WHAT TO DO :: Since pictures do not belong in the copy, please repeat every record below exactly without them.

### DATA LISTING

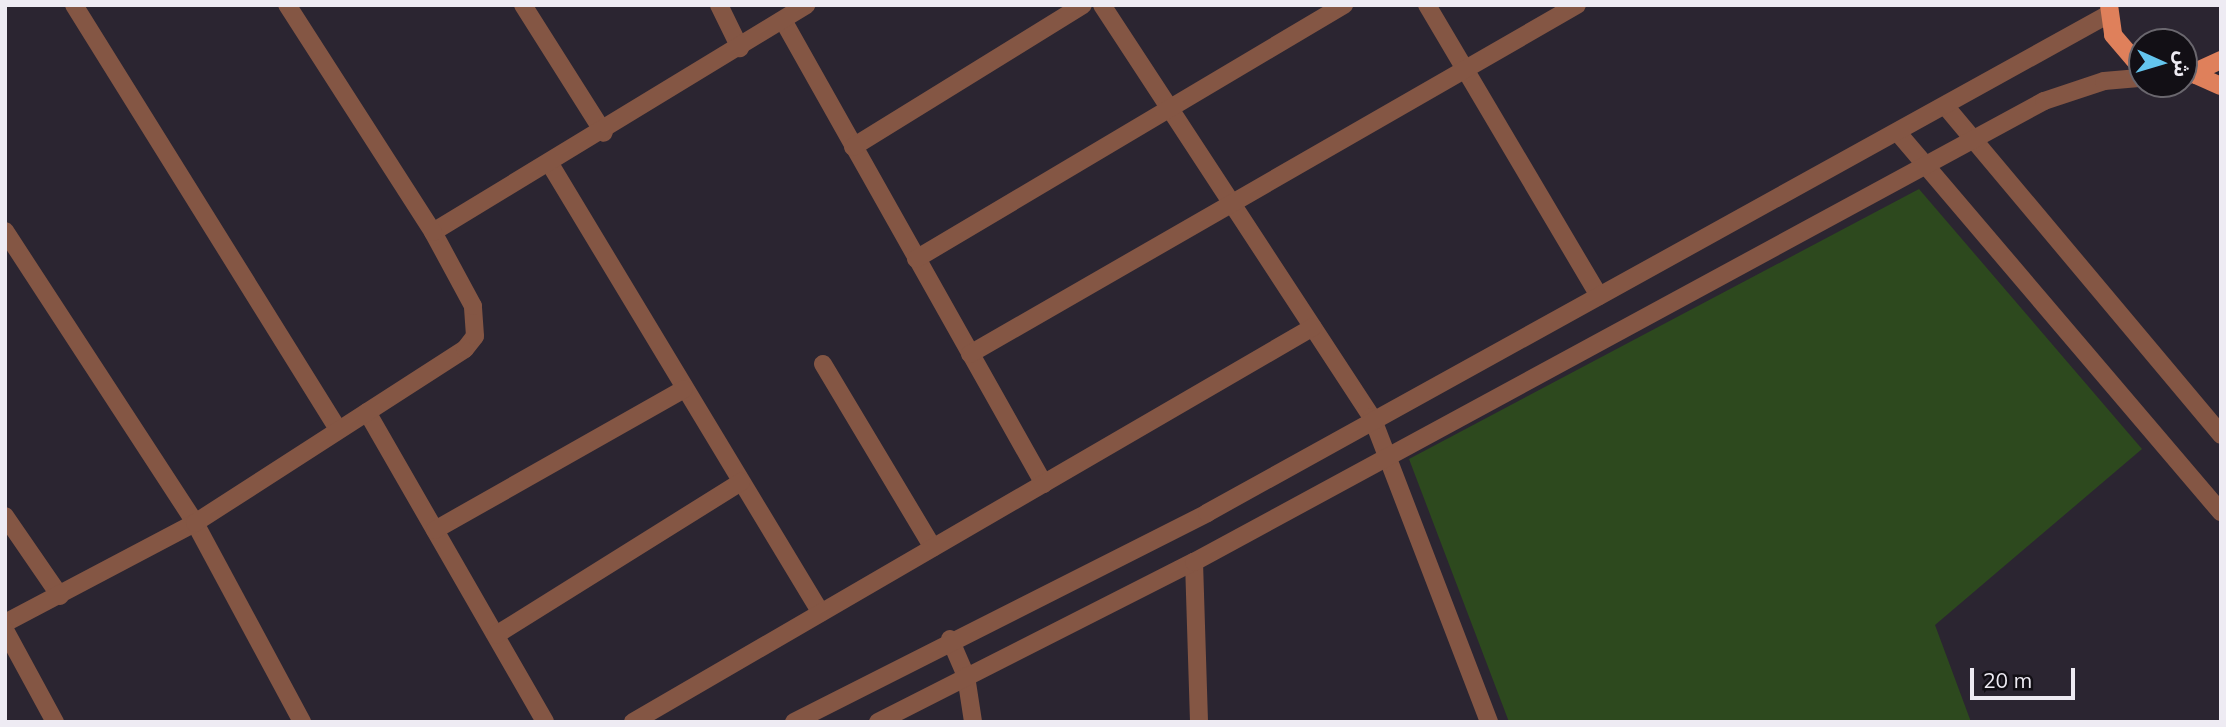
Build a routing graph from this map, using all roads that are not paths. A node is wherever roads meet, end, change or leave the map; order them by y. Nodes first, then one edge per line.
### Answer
1 (74, 5) edge
2 (288, 5) edge
3 (523, 5) edge
4 (719, 5) edge
5 (806, 5) edge
6 (1083, 5) edge
7 (1344, 5) edge
8 (1427, 5) edge
9 (1577, 5) edge
10 (1105, 6) edge
11 (2109, 10) edge
12 (784, 22) junction
13 (740, 48) junction
14 (2128, 54) edge
15 (2221, 60) edge
16 (2198, 72) edge
17 (1465, 73) junction
18 (2198, 79) edge
19 (2128, 80) edge
20 (2221, 86) edge
21 (1947, 108) junction
22 (1171, 110) junction
23 (604, 133) junction
24 (1899, 134) junction
25 (1971, 141) junction
26 (853, 148) junction
27 (550, 164) junction
28 (1923, 166) junction
29 (1235, 208) junction
30 (5, 231) edge
31 (433, 232) junction
32 (916, 259) junction
33 (1599, 296) junction
34 (1313, 327) junction
35 (970, 355) junction
36 (823, 364) dead end
37 (684, 389) junction
38 (367, 412) junction
39 (1372, 417) junction
40 (338, 429) junction
41 (2221, 435) edge
42 (1386, 456) junction
43 (741, 482) junction
44 (1044, 484) junction
45 (2221, 512) edge
46 (5, 516) edge
47 (195, 523) junction
48 (435, 530) junction
49 (933, 548) junction
50 (1194, 562) junction
51 (60, 596) junction
52 (821, 612) junction
53 (5, 623) edge
54 (5, 630) edge
55 (496, 635) junction
56 (950, 639) junction
57 (966, 676) junction
58 (55, 722) edge
59 (302, 722) edge
60 (545, 722) edge
61 (634, 722) edge
62 (794, 722) edge
63 (878, 722) edge
64 (973, 722) edge
65 (1199, 722) edge
66 (1489, 722) edge

1 - 40 street
2 - 31 street
3 - 23 street
4 - 13 street
5 - 12 street
6 - 26 street
7 - 22 street
8 - 17 street
9 - 17 street
10 - 22 street
11 - 14 main road
11 - 21 street
12 - 13 street
12 - 26 street
13 - 23 street
15 - 16 main road
17 - 29 street
17 - 33 street
18 - 20 main road
19 - 25 street
21 - 24 street
21 - 25 street
22 - 29 street
22 - 32 street
23 - 27 street
24 - 28 street
24 - 33 street
25 - 28 street
25 - 41 street
26 - 32 street
27 - 31 street
27 - 37 street
28 - 42 street
28 - 45 street
29 - 34 street
29 - 35 street
30 - 47 street
31 - 38 street
32 - 35 street
33 - 39 street
34 - 39 street
34 - 44 street
35 - 44 street
36 - 49 street
37 - 43 street
37 - 48 street
38 - 40 street
38 - 48 street
39 - 42 street
39 - 56 street
40 - 47 street
42 - 50 street
42 - 66 street
43 - 52 street
43 - 55 street
44 - 49 street
46 - 51 street
47 - 51 street
47 - 59 street
48 - 55 street
49 - 52 street
50 - 57 street
50 - 65 street
51 - 53 street
52 - 61 street
54 - 58 street
55 - 60 street
56 - 57 street
56 - 62 street
57 - 63 street
57 - 64 street

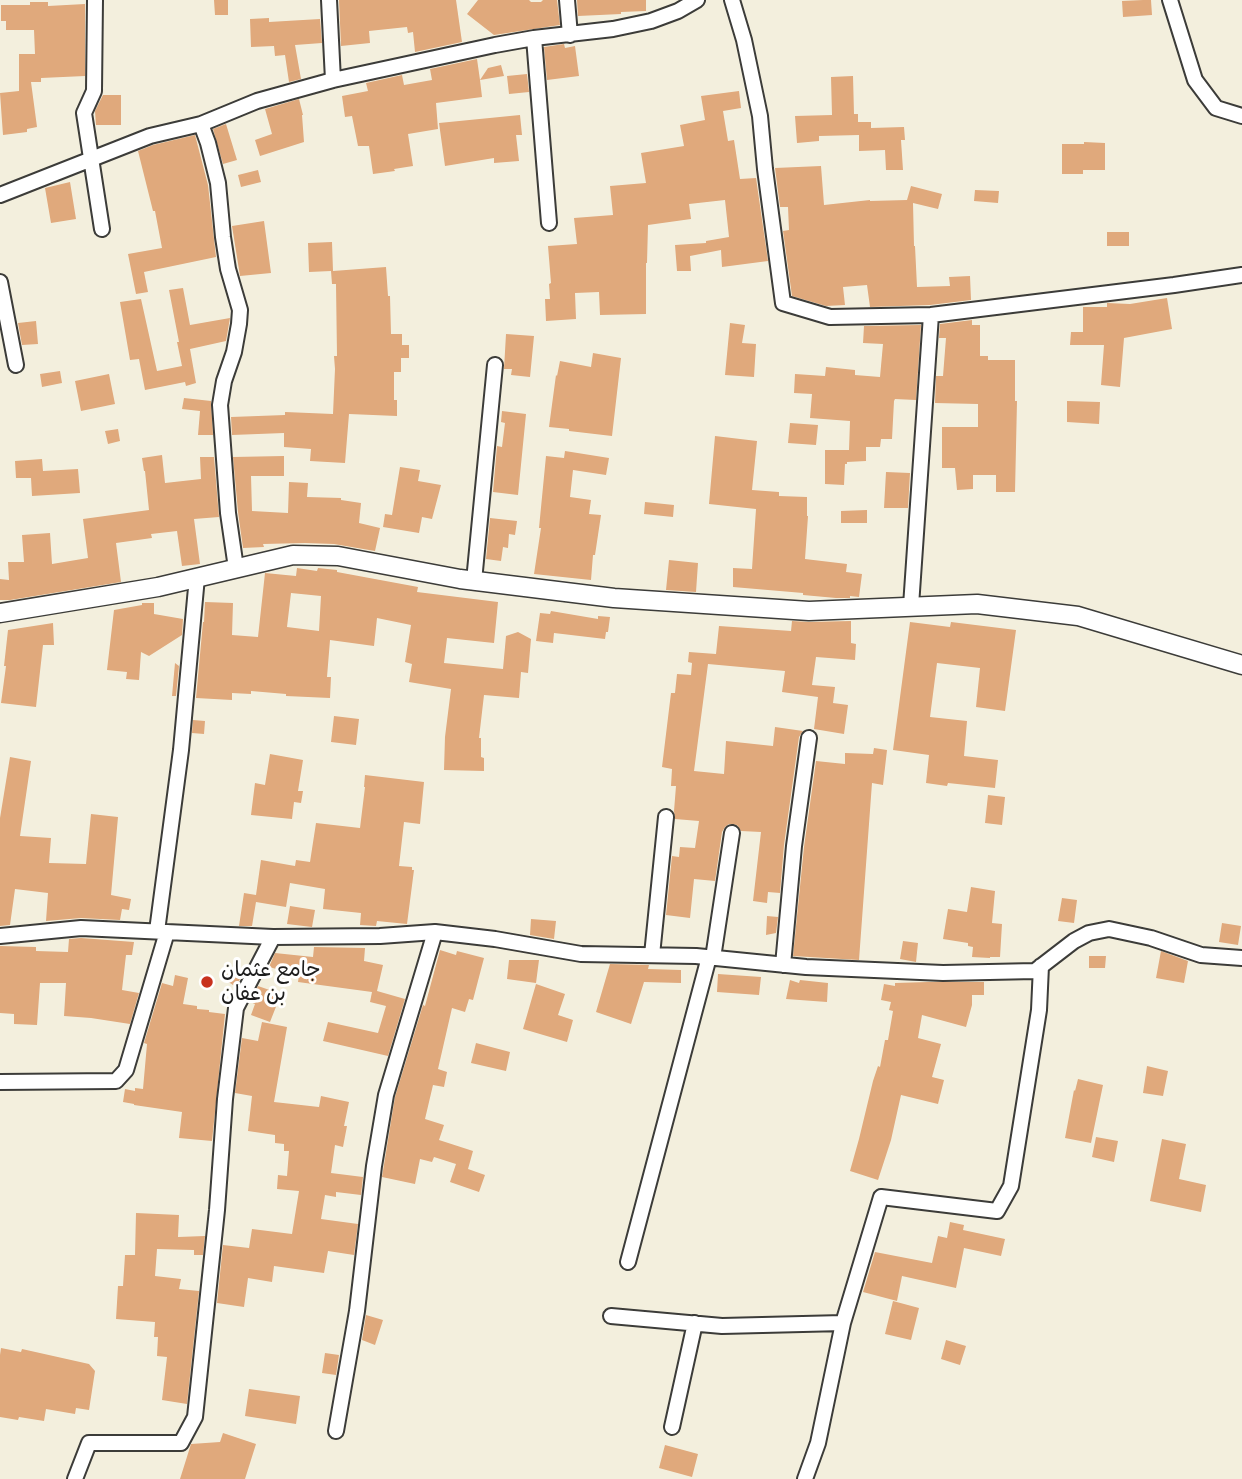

######

WORKED SOLUTION ::
Build a routing graph from this map, using all roads that are not paths. A node is wherever roads meet, end, change or leave the map; order them by y. Nodes first, then one edge per line.
### Answer
1 (74, 5) edge
2 (288, 5) edge
3 (523, 5) edge
4 (719, 5) edge
5 (806, 5) edge
6 (1083, 5) edge
7 (1344, 5) edge
8 (1427, 5) edge
9 (1577, 5) edge
10 (1105, 6) edge
11 (2109, 10) edge
12 (784, 22) junction
13 (740, 48) junction
14 (2128, 54) edge
15 (2221, 60) edge
16 (2198, 72) edge
17 (1465, 73) junction
18 (2198, 79) edge
19 (2128, 80) edge
20 (2221, 86) edge
21 (1947, 108) junction
22 (1171, 110) junction
23 (604, 133) junction
24 (1899, 134) junction
25 (1971, 141) junction
26 (853, 148) junction
27 (550, 164) junction
28 (1923, 166) junction
29 (1235, 208) junction
30 (5, 231) edge
31 (433, 232) junction
32 (916, 259) junction
33 (1599, 296) junction
34 (1313, 327) junction
35 (970, 355) junction
36 (823, 364) dead end
37 (684, 389) junction
38 (367, 412) junction
39 (1372, 417) junction
40 (338, 429) junction
41 (2221, 435) edge
42 (1386, 456) junction
43 (741, 482) junction
44 (1044, 484) junction
45 (2221, 512) edge
46 (5, 516) edge
47 (195, 523) junction
48 (435, 530) junction
49 (933, 548) junction
50 (1194, 562) junction
51 (60, 596) junction
52 (821, 612) junction
53 (5, 623) edge
54 (5, 630) edge
55 (496, 635) junction
56 (950, 639) junction
57 (966, 676) junction
58 (55, 722) edge
59 (302, 722) edge
60 (545, 722) edge
61 (634, 722) edge
62 (794, 722) edge
63 (878, 722) edge
64 (973, 722) edge
65 (1199, 722) edge
66 (1489, 722) edge

1 - 40 street
2 - 31 street
3 - 23 street
4 - 13 street
5 - 12 street
6 - 26 street
7 - 22 street
8 - 17 street
9 - 17 street
10 - 22 street
11 - 14 main road
11 - 21 street
12 - 13 street
12 - 26 street
13 - 23 street
15 - 16 main road
17 - 29 street
17 - 33 street
18 - 20 main road
19 - 25 street
21 - 24 street
21 - 25 street
22 - 29 street
22 - 32 street
23 - 27 street
24 - 28 street
24 - 33 street
25 - 28 street
25 - 41 street
26 - 32 street
27 - 31 street
27 - 37 street
28 - 42 street
28 - 45 street
29 - 34 street
29 - 35 street
30 - 47 street
31 - 38 street
32 - 35 street
33 - 39 street
34 - 39 street
34 - 44 street
35 - 44 street
36 - 49 street
37 - 43 street
37 - 48 street
38 - 40 street
38 - 48 street
39 - 42 street
39 - 56 street
40 - 47 street
42 - 50 street
42 - 66 street
43 - 52 street
43 - 55 street
44 - 49 street
46 - 51 street
47 - 51 street
47 - 59 street
48 - 55 street
49 - 52 street
50 - 57 street
50 - 65 street
51 - 53 street
52 - 61 street
54 - 58 street
55 - 60 street
56 - 57 street
56 - 62 street
57 - 63 street
57 - 64 street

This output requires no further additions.